» Exercise directions:
Would you print the lines below exactly, beginning at the line that has "pinky tip: (1040, 818)" and stopping after the line that has "pinky mcp: (849, 410)"? Only those lines, and no pictures.

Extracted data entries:
════════════════════

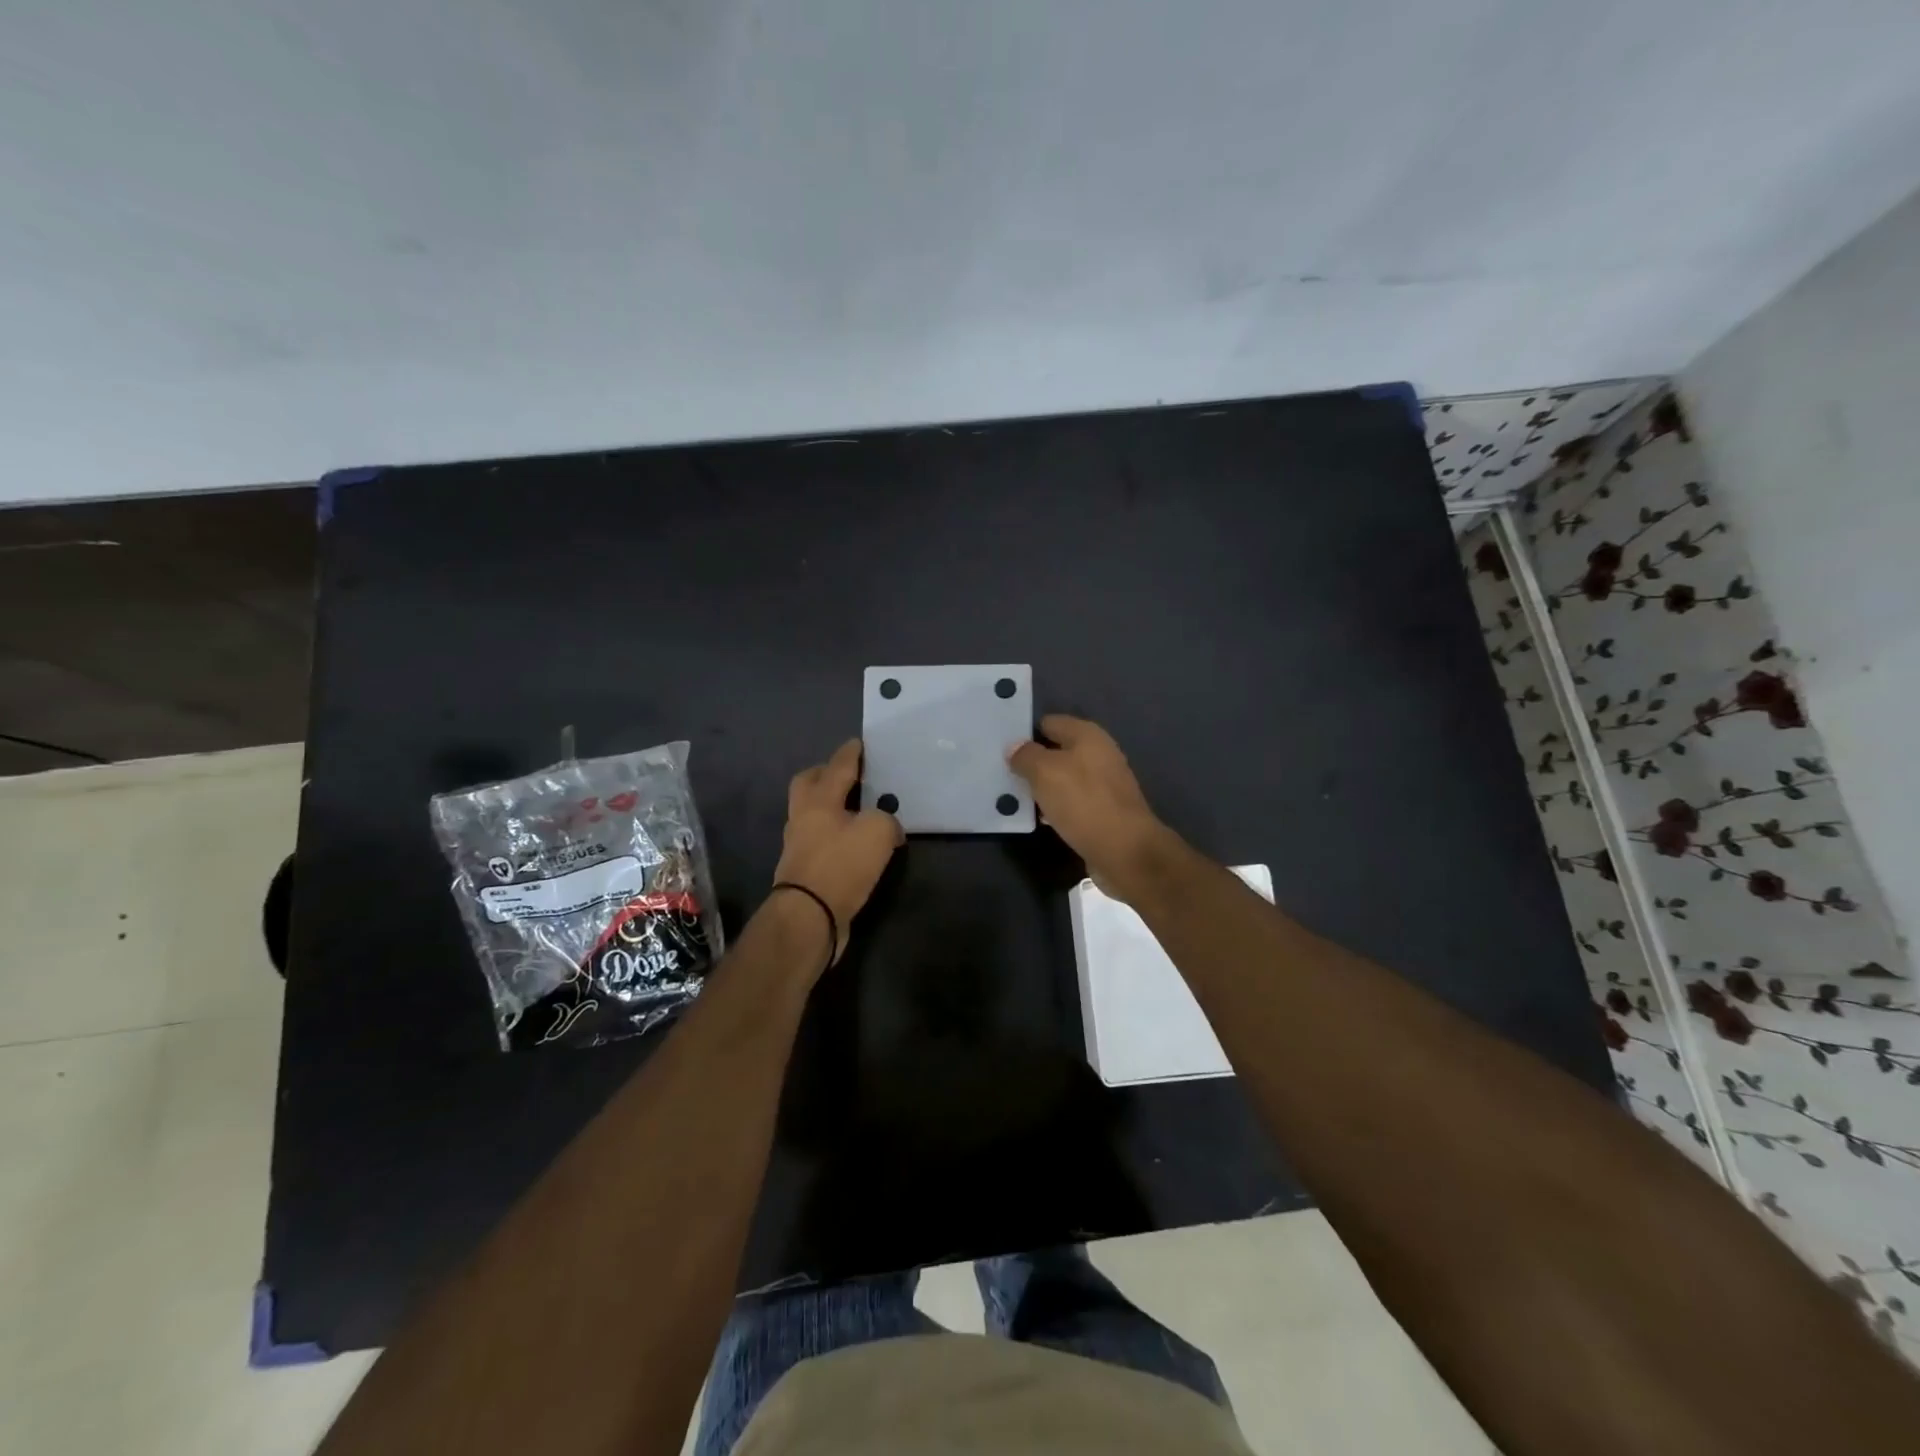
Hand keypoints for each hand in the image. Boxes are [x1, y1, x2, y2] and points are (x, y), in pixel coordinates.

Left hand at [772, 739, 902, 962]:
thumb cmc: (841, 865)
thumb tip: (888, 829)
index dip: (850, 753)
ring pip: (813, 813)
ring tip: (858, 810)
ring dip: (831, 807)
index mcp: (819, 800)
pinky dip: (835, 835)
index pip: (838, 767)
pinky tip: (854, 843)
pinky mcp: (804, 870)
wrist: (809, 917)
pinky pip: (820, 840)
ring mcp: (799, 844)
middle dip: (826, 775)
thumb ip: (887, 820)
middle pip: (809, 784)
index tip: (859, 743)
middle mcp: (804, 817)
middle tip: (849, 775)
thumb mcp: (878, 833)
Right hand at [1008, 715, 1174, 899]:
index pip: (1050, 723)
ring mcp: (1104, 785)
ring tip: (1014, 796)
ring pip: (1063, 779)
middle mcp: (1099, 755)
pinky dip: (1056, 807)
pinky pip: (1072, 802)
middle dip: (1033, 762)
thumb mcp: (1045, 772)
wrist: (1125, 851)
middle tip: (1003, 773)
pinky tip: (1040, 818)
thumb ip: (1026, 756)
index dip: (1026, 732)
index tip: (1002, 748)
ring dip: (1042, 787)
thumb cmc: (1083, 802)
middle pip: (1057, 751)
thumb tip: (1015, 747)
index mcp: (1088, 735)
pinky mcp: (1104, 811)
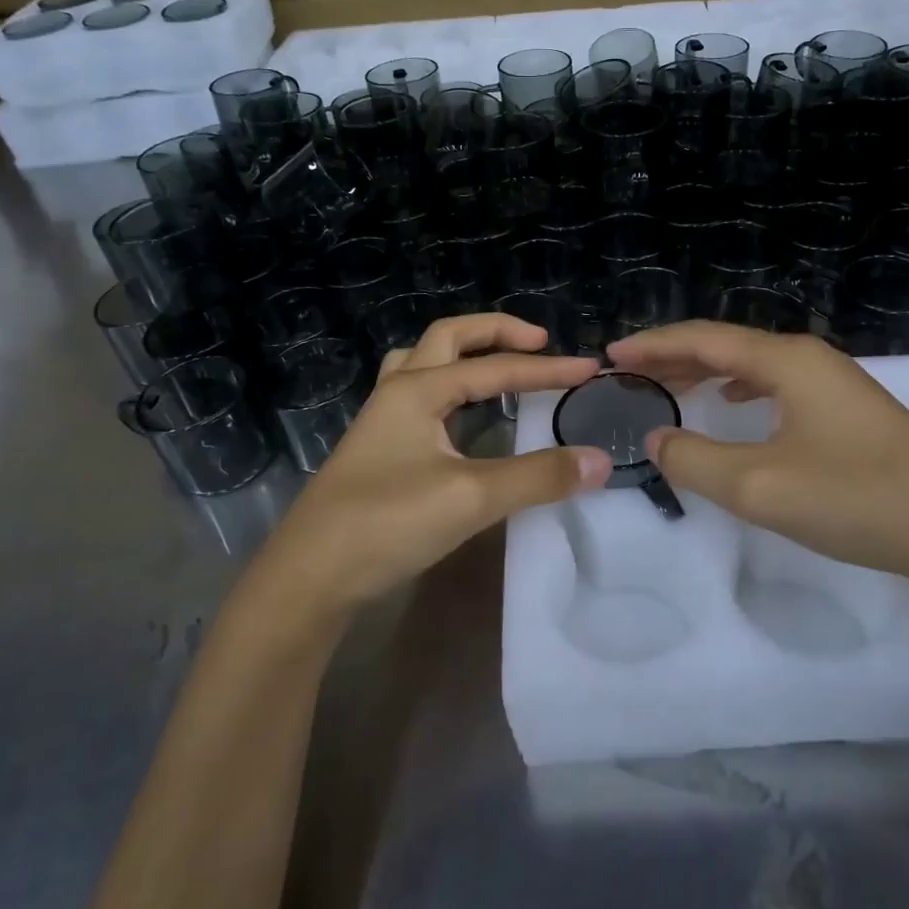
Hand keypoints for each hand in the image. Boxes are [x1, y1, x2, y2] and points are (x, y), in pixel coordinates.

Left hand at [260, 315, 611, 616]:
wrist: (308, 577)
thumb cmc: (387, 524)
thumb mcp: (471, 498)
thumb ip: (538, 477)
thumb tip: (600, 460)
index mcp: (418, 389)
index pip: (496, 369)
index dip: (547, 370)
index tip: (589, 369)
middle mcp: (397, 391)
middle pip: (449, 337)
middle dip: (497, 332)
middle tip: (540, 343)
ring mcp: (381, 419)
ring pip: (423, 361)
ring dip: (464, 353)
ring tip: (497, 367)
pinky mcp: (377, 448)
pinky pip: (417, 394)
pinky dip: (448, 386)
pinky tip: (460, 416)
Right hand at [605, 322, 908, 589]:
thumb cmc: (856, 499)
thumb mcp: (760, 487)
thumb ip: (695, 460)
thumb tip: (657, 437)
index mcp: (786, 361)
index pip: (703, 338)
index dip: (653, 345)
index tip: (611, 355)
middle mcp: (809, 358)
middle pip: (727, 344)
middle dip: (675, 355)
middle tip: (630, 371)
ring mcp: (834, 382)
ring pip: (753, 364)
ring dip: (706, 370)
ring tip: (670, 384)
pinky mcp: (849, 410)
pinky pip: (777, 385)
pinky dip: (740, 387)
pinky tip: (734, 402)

════════════════════

» Exercise response:
pinky tip: (1040, 818)
thumb ip: (1026, 756)
index dip: (1026, 732)
index tip: (1002, 748)
ring dip: (1042, 787)
thumb cmc: (1083, 802)
middle pip: (1057, 751)
thumb tip: (1015, 747)
index mcp: (1088, 735)
pinky mcp: (1104, 811)
Hand keypoints for each hand in the image. Boxes are [x1, y1, x2, y2] and points are (x, y), in pixel coordinates.

Left hand at [260, 315, 611, 616]:
wrist: (308, 577)
thumb cmc: (387, 524)
thumb mcp: (471, 498)
thumb ip: (538, 477)
thumb tip: (600, 460)
index mcp: (418, 389)
index pip: (496, 369)
index dip: (547, 370)
index tip: (589, 369)
middle mcp: (397, 391)
middle pip: (449, 337)
middle dip: (497, 332)
middle tip: (540, 343)
ring mcp: (381, 419)
ring pip: (423, 361)
ring dip: (464, 353)
ring tip: (497, 367)
pinky mcp: (377, 448)
pinky pip: (417, 394)
pinky dip: (448, 386)
pinky tip: (460, 416)
Right hand at [605, 322, 908, 589]:
thumb cmc: (856, 499)
thumb mcp: (760, 487)
thumb ip: (695, 460)
thumb tip: (657, 437)
index mcp: (786, 361)
index pip: (703, 338)
index dip: (653, 345)
index tip: (611, 355)
middle mcp: (809, 358)
middle pip: (727, 344)
middle dip: (675, 355)
middle tip: (630, 371)
ring mcp: (834, 382)
ring pip: (753, 364)
ring dip: (706, 370)
ring tip: (670, 384)
pinky mcp: (849, 410)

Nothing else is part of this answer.